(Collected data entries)

<<<<

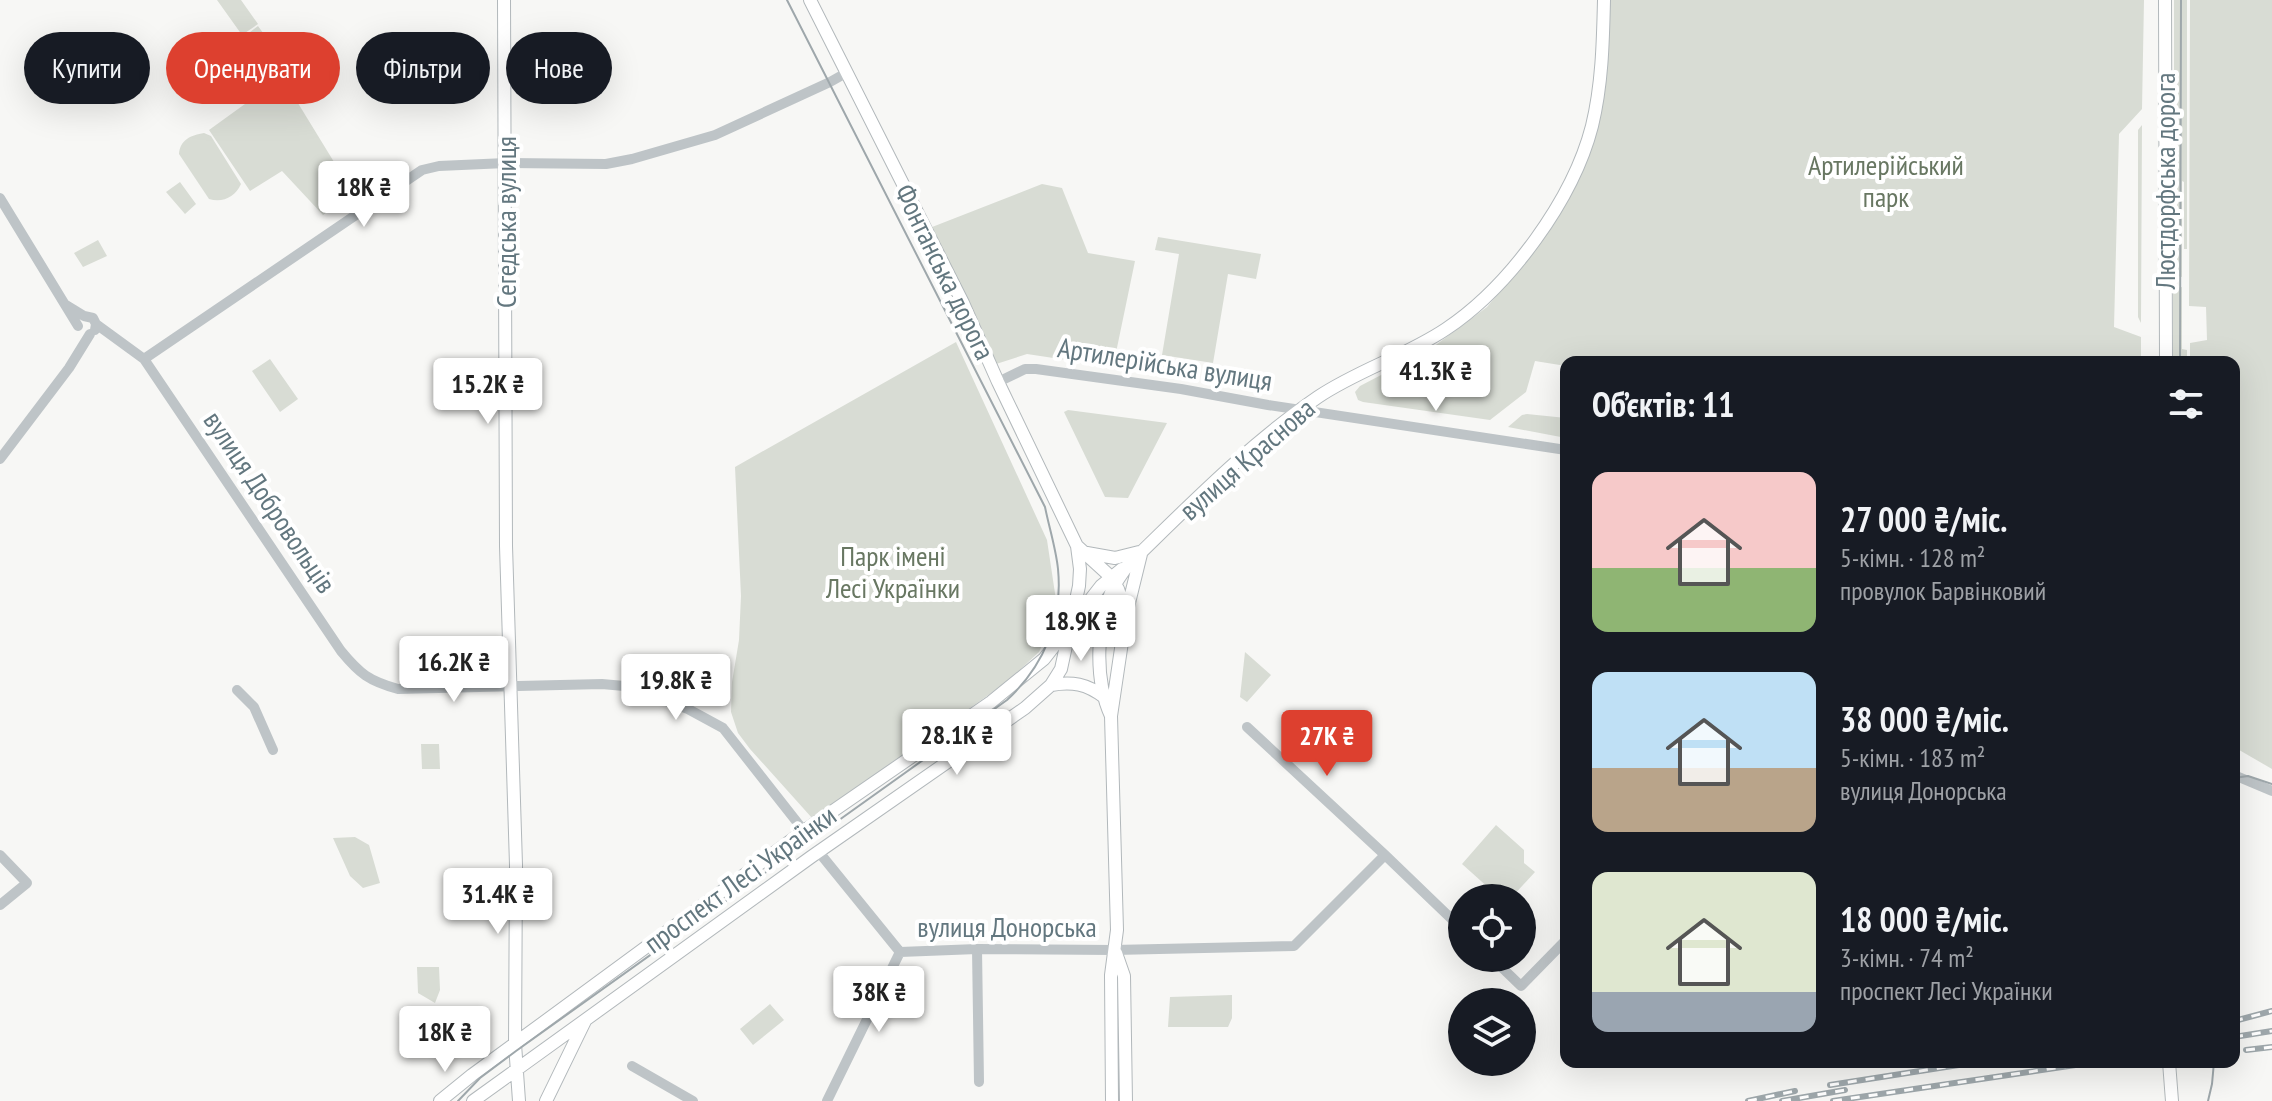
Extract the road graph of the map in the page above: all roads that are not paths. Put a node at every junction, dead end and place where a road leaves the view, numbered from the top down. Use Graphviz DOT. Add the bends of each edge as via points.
graph roads {
  1 [pos="504,0"];
  2 [pos="810,0"];
  3 [pos="1604,0"];
  4 [pos="2165,0"];
  5 [pos="846,73"];
  6 [pos="506,163"];
  7 [pos="1,203"];
  8 [pos="87,327"];
  9 [pos="2166,356"];
  10 [pos="144,359"];
  11 [pos="998,382"];
  12 [pos="1301,409"];
  13 [pos="1560,449"];
  14 [pos="0,459"];
  15 [pos="1080,549"];
  16 [pos="1142,551"];
  17 [pos="1128,565"];
  18 [pos="1113,581"];
  19 [pos="1126,615"];
  20 [pos="1072,623"];
  21 [pos="1030,671"];
  22 [pos="1051,685"];
  23 [pos="510,686"];
  24 [pos="237,690"];
  25 [pos="1104,697"];
  26 [pos="1111,716"];
  27 [pos="1247,727"];
  28 [pos="273,750"];
  29 [pos="2240,778"];
  30 [pos="2272,791"];
  31 [pos="804,831"];
  32 [pos="818,851"];
  33 [pos="0,855"];
  34 [pos="1385,855"];
  35 [pos="0,905"];
  36 [pos="1448,916"];
  37 [pos="1560,946"];
  38 [pos="977,949"];
  39 [pos="1114,950"];
  40 [pos="900,952"];
  41 [pos="1536,971"];
  42 [pos="1506,972"];
  43 [pos="1535,972"];
  44 [pos="586,1020"];
  45 [pos="515,1044"];
  46 [pos="632,1066"];
  47 [pos="518,1067"];
  48 [pos="2169,1068"];
  49 [pos="979,1082"];
  50 [pos="440,1101"];
  51 [pos="473,1101"];
  52 [pos="519,1101"];
  53 [pos="546,1101"];
  54 [pos="693,1101"];
  55 [pos="827,1101"];
  56 [pos="1112,1101"];
  57 [pos="1126,1101"];
  58 [pos="2172,1101"];
  1 -- 6 [label="main road, Сегедська вулиця"];
  2 -- 5 [label="main road, Фонтанська дорога"];
  3 -- 12 [label="main road, вулиця Краснова" via="1602,64 1591,130 1558,206 1528,249 1475,308 1443,331"];
  4 -- 9 [label="main road, Люстдорфська дорога"];
  5 -- 6 [label="street" via="715,135 632,159 606,164"];
  5 -- 11 [label="main road, Фонтанська дорога"];
  6 -- 10 [label="street" via="422,170"];
  6 -- 23 [label="main road, Сегедська вулиця"];
  7 -- 8 [label="street, вулиця Добровольців" via="64,304"];
  8 -- 10 [label="street, вулиця Добровольців" via="108,333"];
  8 -- 14 [label="street" via="69,368"];
  10 -- 23 [label="street, вулиця Добровольців" via="361,675 398,689"];
  11 -- 12 [label="street, Артилерійська вулиця" via="1036,369"];
  11 -- 15 [label="main road, Фонтанська дорога"];
  12 -- 13 [label="street, Артилерійська вулиця"];
  12 -- 16 [label="main road, вулиця Краснова" via="1271,430"];
  15 -- 16 [label="main road" via="1115,558"];
  15 -- 18 [label="main road"];
  15 -- 20 [label="main road, проспект Лесі Українки"];
  16 -- 17 [label="main road, вулиця Краснова"];
  16 -- 19 [label="main road"];
  17 -- 18 [label="main road, проспект Лесі Українки"];
  18 -- 19 [label="main road"];
  18 -- 20 [label="main road, проспект Лесі Українки"];
  18 -- 25 [label="main road" via="1103,623"];
  19 -- 26 [label="main road"];
  20 -- 21 [label="main road, проспект Лесі Українки"];
  20 -- 22 [label="main road, проспект Лесі Українки" via="1061,669"];
  21 -- 22 [label="main road" via="1047,674"];
  21 -- 31 [label="main road, проспект Лесі Українки"];
  22 -- 25 [label="main road" via="1083,685"];
  22 -- 32 [label="main road, проспект Лесі Українки" via="1013,717"];
  23 -- 31 [label="street" via="624,686 688,709 723,728"];
  23 -- 45 [label="main road, Сегедська вулиця"];
  24 -- 28 [label="street" via="254,707"];
  25 -- 26 [label="main road"];
  26 -- 39 [label="main road"];
  27 -- 34 [label="street"];
  29 -- 30 [label="street"];
  31 -- 45 [label="main road, проспект Лесі Українки"];
  32 -- 40 [label="street, вулиця Донорська"];
  32 -- 44 [label="main road, проспект Лесі Українки"];
  33 -- 35 [label="street" via="27,883"];
  34 -- 36 [label="street"];
  34 -- 39 [label="street, вулиця Донорська" via="1294,946"];
  37 -- 41 [label="street"];
  38 -- 39 [label="street, вулиця Донорська"];
  38 -- 40 [label="street, вулиця Донорська"];
  38 -- 49 [label="street"];
  39 -- 56 [label="main road"];
  39 -- 57 [label="main road" via="1124,976"];
  40 -- 55 [label="street, вулиця Донорська"];
  42 -- 43 [label="street" via="1521,986"];
  44 -- 47 [label="main road, проспект Лесі Українки"];
  44 -- 53 [label="main road"];
  45 -- 47 [label="main road, Сегедська вулиця"];
  45 -- 50 [label="main road, проспект Лесі Українки"];
  46 -- 54 [label="street"];
  47 -- 51 [label="main road, проспект Лесі Українки"];
  47 -- 52 [label="main road, Сегедська вулиця"];
  48 -- 58 [label="main road"];
}
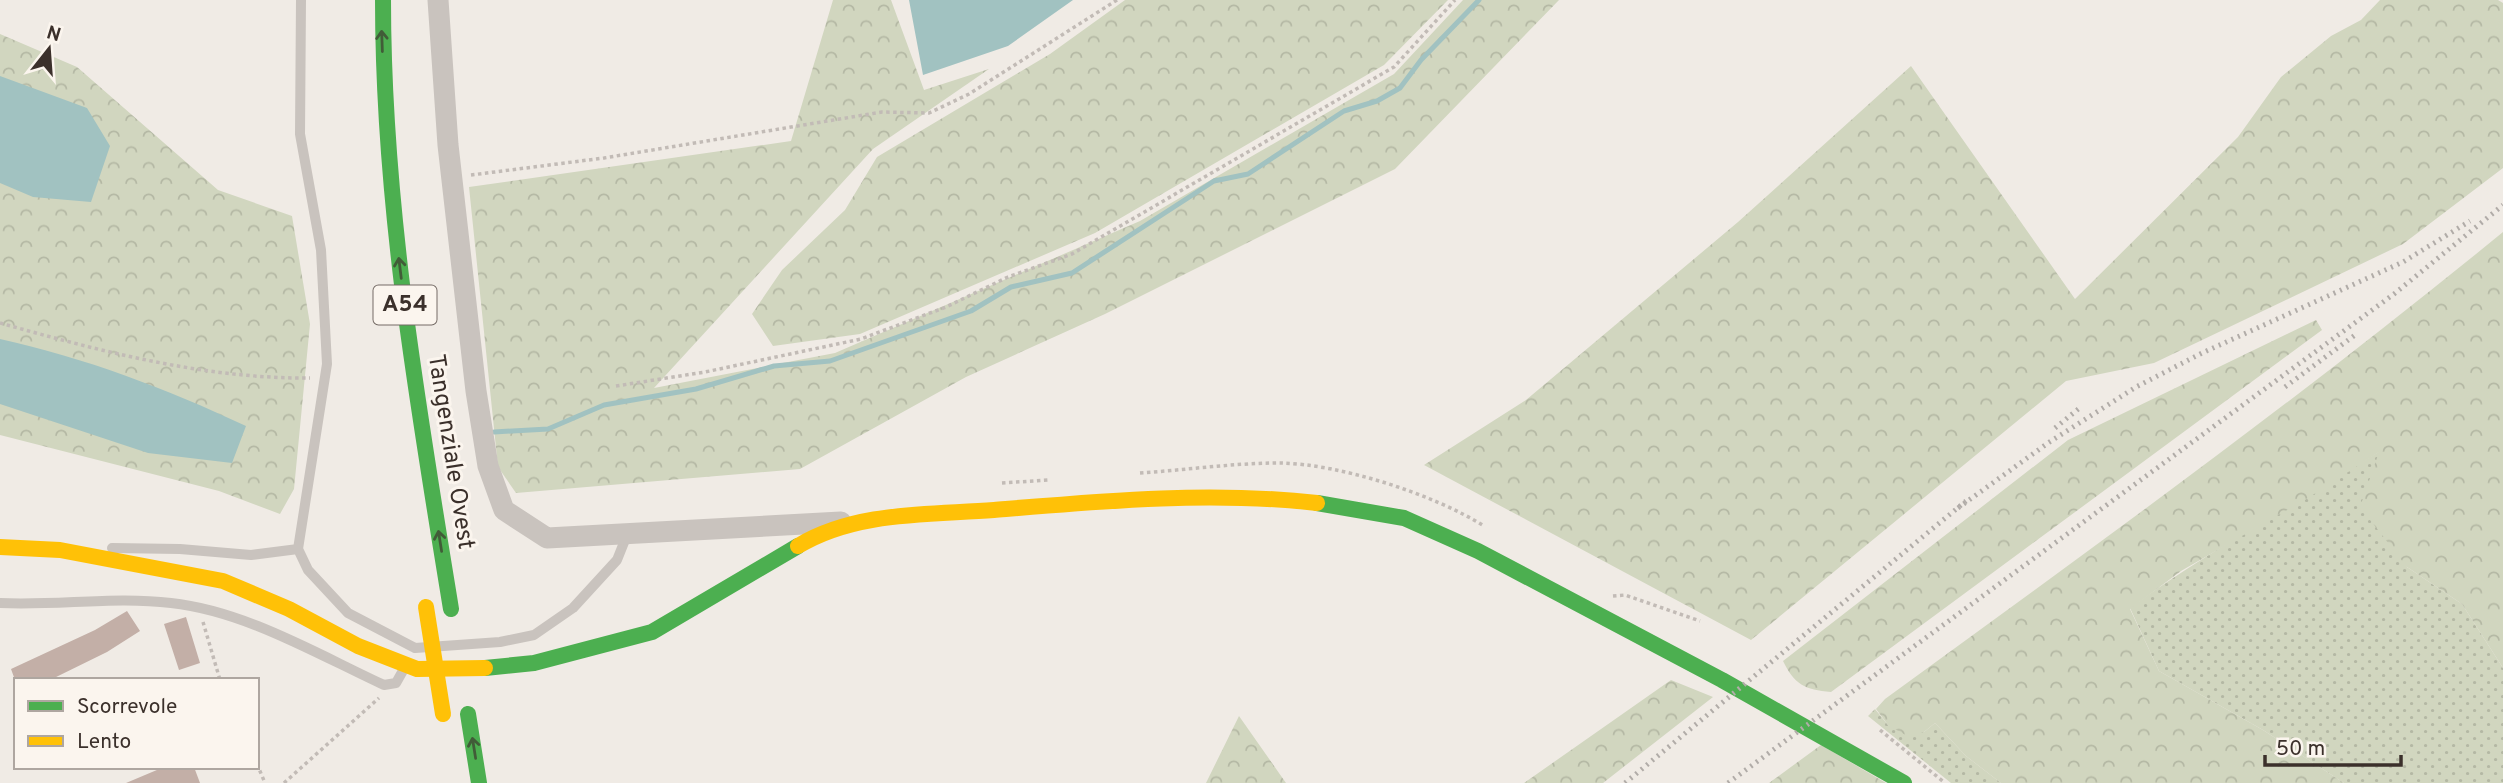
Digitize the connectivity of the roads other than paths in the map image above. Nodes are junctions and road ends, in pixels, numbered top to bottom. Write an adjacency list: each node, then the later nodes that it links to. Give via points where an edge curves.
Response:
1 (300, 0): 8 (lane, via 300,134 321,250 327,364)
2 (383, 0): 17 (main road, Tangenziale Ovest / A54, one-way to 2, via 390,188)
3 (438, 0): 6 (street, via 452,177 488,466 504,510 547,538)
4 (857, 521): 5 (street); 10 (main road); 18 (main road, via 1129,499 1266,497 1404,518 1478,551)
5 (754, 525): 6 (street); 10 (street, via 774,538)
6 (627, 535): 13 (lane, via 617,560 573,608 534,635)
7 (0, 547): 9 (main road)
8 (298, 549): 9 (lane, via 251,555 168,548); 13 (lane, via 308,570 348,613 415,648)
9 (61, 550): 14 (main road, via 223,581)
10 (778, 557): 15 (main road, via 652,632 534,663)
11 (426, 601): 16 (main road, bridge)
12 (0, 603): 14 (lane, via 171,603 247,623 384,684 396,683)
13 (500, 642): 15 (lane)
14 (406, 665): 15 (main road)
15 (479, 669)
16 (444, 721)
17 (479, 783)
18 (1904, 783)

>>>>

What is required | Retype each entry precisely. Skip images entirely.

Task response |
Extract the road graph of the map in the page above: all roads that are not paths. Put a node at every junction, dead end and place where a road leaves the view, numbered from the top down. Use Graphviz DOT. Add the bends of each edge as via points.
graph roads {
  1 [pos="504,0"];
  2 [pos="810,0"];
  3 [pos="1604,0"];
  4 [pos="2165,0"];
  5 [pos="846,73"];
  6 [pos="506,163"];
  7 [pos="1,203"];
  8 [pos="87,327"];
  9 [pos="2166,356"];
  10 [pos="144,359"];
  11 [pos="998,382"];
  12 [pos="1301,409"];
  13 [pos="1560,449"];
  14 [pos="0,459"];
  15 [pos="1080,549"];
  16 [pos="1142,551"];
  17 [pos="1128,565"];
  18 [pos="1113,581"];
  19 [pos="1126,615"];
  20 [pos="1072,623"];
  21 [pos="1030,671"];
  22 [pos="1051,685"];
  23 [pos="510,686"];
  24 [pos="237,690"];
  25 [pos="1104,697"];
  26 [pos="1111,716"];
  27 [pos="1247,727"];
  28 [pos="273,750"];
  29 [pos="2240,778"];
  30 [pos="2272,791"];
  31 [pos="804,831"];
  32 [pos="818,851"];
  33 [pos="0,855"];
  34 [pos="1385,855"];
  35 [pos="0,905"];
  36 [pos="1448,916"];
  37 [pos="1560,946"];
  38 [pos="977,949"];
  39 [pos="1114,950"];
  40 [pos="900,952"];
  41 [pos="1536,971"];
  42 [pos="1506,972"];
  43 [pos="1535,972"];
  44 [pos="586,1020"];
  45 [pos="515,1044"];
  46 [pos="632,1066"];
  47 [pos="518,1067"];
  48 [pos="2169,1068"];
  49 [pos="979,1082"];
  50 [pos="440,1101"];
  51 [pos="473,1101"];
  52 [pos="519,1101"];
  53 [pos="546,1101"];
  54 [pos="693,1101"];
  55 [pos="827,1101"];
  56 [pos="1112,1101"];
  57 [pos="1126,1101"];
  58 [pos="2172,1101"];
  1 -- 6 [label="main road, Сегедська вулиця"];
  2 -- 5 [label="main road, Фонтанська дорога"];
  3 -- 12 [label="main road, вулиця Краснова" via="1602,64 1591,130 1558,206 1528,249 1475,308 1443,331"];
  4 -- 9 [label="main road, Люстдорфська дорога"];
  5 -- 6 [label="street" via="715,135 632,159 606,164"];
  5 -- 11 [label="main road, Фонтанська дорога"];
  6 -- 10 [label="street" via="422,170"];
  6 -- 23 [label="main road, Сегедська вулиця"];
  7 -- 8 [label="street, вулиця Добровольців" via="64,304"];
  8 -- 10 [label="street, вулиця Добровольців" via="108,333"];
  8 -- 14 [label="street" via="69,368"];
  10 -- 23 [label="street, вулиця Добровольців" via="361,675 398,689"];
  11 -- 12 [label="street, Артилерійська вулиця" via="1036,369"];
  11 -- 15 [label="main road, Фонтанська дорога"];
  12 -- 13 [label="street, Артилерійська вулиця"];
  12 -- 16 [label="main road, вулиця Краснова" via="1271,430"];
  15 -- 16 [label="main road" via="1115,558"];
  15 -- 18 [label="main road"];
  15 -- 20 [label="main road, проспект Лесі Українки"];
  16 -- 17 [label="main road, вулиця Краснова"];
  16 -- 19 [label="main road"];
  17 -- 18 [label="main road, проспект Лесі Українки"];
  18 -- 19 [label="main road"];
  18 -- 20 [label="main road, проспект Лесі Українки"];
  18 -- 25 [label="main road" via="1103,623"];
  19 -- 26 [label="main road"];
  20 -- 21 [label="main road, проспект Лесі Українки"];
  20 -- 22 [label="main road, проспект Лесі Українки" via="1061,669"];
  21 -- 22 [label="main road" via="1047,674"];
  21 -- 31 [label="main road, проспект Лесі Українки"];
  22 -- 25 [label="main road" via="1083,685"];
  22 -- 32 [label="main road, проспект Лесі Українки" via="1013,717"];
  23 -- 31 [label="street" via="624,686 688,709 723,728"];
  23 -- 45 [label="main road, Сегедська вулиця"];
  24 -- 28 [label="street" via="254,707"];
  25 -- 26 [label="main road"];
  26 -- 39 [label="main road"];
  27 -- 34 [label="street"];
  29 -- 30 [label="street"];
  31 -- 45 [label="main road, проспект Лесі Українки"];
  32 -- 40 [label="street, вулиця Донорська"];
  32 -- 44 [label="main road, проспект Лесі Українки"];
  33 -- 35 [label="street" via="27,883"];
  34 -- 36 [label="street"];
  34 -- 39 [label="street, вулиця Донорська" via="1294,946"];
  37 -- 41 [label="street"];
  38 -- 39 [label="street, вулиця Донорська"];
  38 -- 40 [label="street, вулиця Донорська"];
  38 -- 49 [label="street"];
  39 -- 56 [label="main road"];
  39 -- 57 [label="main road" via="1124,976"];
  40 -- 55 [label="street, вулиця Донорська"];
  42 -- 43 [label="street" via="1521,986"];
  44 -- 47 [label="main road, проспект Лесі Українки"];
  44 -- 53 [label="main road"];
  45 -- 47 [label="main road, Сегедська вулиця"];
  45 -- 50 [label="main road, проспект Лесі Українки"];
  46 -- 54 [label="street"];
  47 -- 51 [label="main road, проспект Лесі Українки"];
  47 -- 52 [label="main road, Сегедська вулиця"];
  48 -- 58 [label="main road"];
}
Digitize the connectivity of the roads other than paths in the map image above. Nodes are junctions and road ends, in pixels, numbered top to bottom. Write an adjacency list: each node, then the later nodes that it links to. Give via points where an edge curves.
Response:
1 (300, 0): 8 (lane, via 300,134 321,250 327,364)
2 (383, 0): 17 (main road, Tangenziale Ovest / A54, one-way to 2, via 390,188)
3 (438, 0): 6 (street, via 452,177 488,466 504,510 547,538)
4 (857, 521): 5 (street); 10 (main road); 18 (main road, via 1129,499 1266,497 1404,518 1478,551)
5 (754, 525): 6 (street); 10 (street, via 774,538)
6 (627, 535): 13 (lane, via 617,560 573,608 534,635)
7 (0, 547): 9 (main road)
8 (298, 549): 9 (lane, via 251,555 168,548); 13 (lane, via 308,570 348,613 415,648)
9 (61, 550): 14 (main road, via 223,581)
10 (778, 557): 15 (main road, via 652,632 534,663)
11 (426, 601): 16 (main road, bridge)
12 (0, 603): 14 (lane, via 171,603 247,623 384,684 396,683)
13 (500, 642): 15 (lane)
14 (406, 665): 15 (main road)
15 (479, 669)
16 (444, 721)
17 (479, 783)
18 (1904, 783)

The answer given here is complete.